For more than 150 years between their first encounters with the English in the 1670s and forced removal along the Trail of Tears, the Cherokees negotiated mounting pressures. As their world was convulsed by the spread of European diseases, competition for guns, furs, and deerskins, and imperial powers’ unrelenting pursuit of “savage” allies, Cherokee communities responded by creating new solidarities. At the dawn of the eighteenth century, the idea of unity among the widely dispersed Cherokees would scarcely have occurred to their leaders. A century later, chiefs would declare unequivocally that they stood for the whole Cherokee nation.

Steps toward national unity were partially a response to the exigencies of war. But while armed conflict was frequent, David Narrett shows that the bonds of Cherokee peoplehood were forged primarily through efforts to maintain peace and secure their livelihoods. The Cherokees—both men and women—were remarkably skillful diplomats who practiced peacemaking as a distinctive spiritual art in which adversaries would reconcile through a mutual and symbolic forgetting of wrongs inflicted on one another. Pragmatic and purposeful, Cherokees adeptly managed relationships with colonials and Indigenous rivals, seeking to preserve their independence and living space and to maximize advantages from trade.

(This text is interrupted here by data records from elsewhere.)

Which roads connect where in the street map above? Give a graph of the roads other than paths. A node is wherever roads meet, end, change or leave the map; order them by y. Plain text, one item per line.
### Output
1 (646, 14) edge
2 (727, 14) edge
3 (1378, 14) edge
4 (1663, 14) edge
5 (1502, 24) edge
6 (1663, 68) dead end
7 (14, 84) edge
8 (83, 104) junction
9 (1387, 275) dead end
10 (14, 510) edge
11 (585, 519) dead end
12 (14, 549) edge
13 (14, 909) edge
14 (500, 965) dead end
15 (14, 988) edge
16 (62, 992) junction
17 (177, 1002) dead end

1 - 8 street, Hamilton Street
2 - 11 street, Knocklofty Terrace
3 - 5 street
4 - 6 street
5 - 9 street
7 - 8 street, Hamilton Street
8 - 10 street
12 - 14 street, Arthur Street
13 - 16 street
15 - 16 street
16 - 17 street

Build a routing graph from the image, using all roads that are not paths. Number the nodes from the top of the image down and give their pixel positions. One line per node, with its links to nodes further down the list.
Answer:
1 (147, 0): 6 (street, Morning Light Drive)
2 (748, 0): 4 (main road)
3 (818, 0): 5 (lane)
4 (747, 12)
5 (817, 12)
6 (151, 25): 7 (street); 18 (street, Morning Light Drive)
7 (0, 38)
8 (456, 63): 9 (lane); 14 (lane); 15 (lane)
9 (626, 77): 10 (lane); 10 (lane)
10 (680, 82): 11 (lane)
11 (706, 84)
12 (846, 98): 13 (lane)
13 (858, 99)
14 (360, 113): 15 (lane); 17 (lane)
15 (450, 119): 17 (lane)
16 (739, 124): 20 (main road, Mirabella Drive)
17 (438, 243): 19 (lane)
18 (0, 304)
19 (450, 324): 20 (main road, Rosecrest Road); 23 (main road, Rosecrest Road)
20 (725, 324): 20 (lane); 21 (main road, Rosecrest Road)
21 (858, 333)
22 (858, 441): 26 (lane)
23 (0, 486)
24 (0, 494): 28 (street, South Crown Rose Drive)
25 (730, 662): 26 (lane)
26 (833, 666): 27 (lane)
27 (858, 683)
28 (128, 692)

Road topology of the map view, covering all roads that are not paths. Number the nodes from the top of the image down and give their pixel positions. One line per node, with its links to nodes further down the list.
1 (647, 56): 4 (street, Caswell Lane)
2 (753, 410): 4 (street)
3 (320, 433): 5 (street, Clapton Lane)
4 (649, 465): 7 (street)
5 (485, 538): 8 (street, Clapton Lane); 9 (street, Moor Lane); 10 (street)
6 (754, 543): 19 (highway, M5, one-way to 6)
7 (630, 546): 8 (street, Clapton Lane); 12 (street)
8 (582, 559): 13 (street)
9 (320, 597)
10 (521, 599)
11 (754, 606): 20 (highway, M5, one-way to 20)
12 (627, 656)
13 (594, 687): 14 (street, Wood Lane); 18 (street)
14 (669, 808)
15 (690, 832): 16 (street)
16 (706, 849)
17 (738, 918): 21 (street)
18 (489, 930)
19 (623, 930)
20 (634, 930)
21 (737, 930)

Rich in detail and insight, and told through captivating personal stories, The Cherokees offers a portrait of the perseverance that built a nation. Amid an onslaught of struggle and change, the Cherokees became a people who survived against all odds.

David Narrett is the author of Adventurism and Empire: The Struggle for Mastery in the Louisiana-Florida Borderlands and Inheritance and Family Life in Colonial New York City. He is Professor Emeritus of History at the University of Texas at Arlington.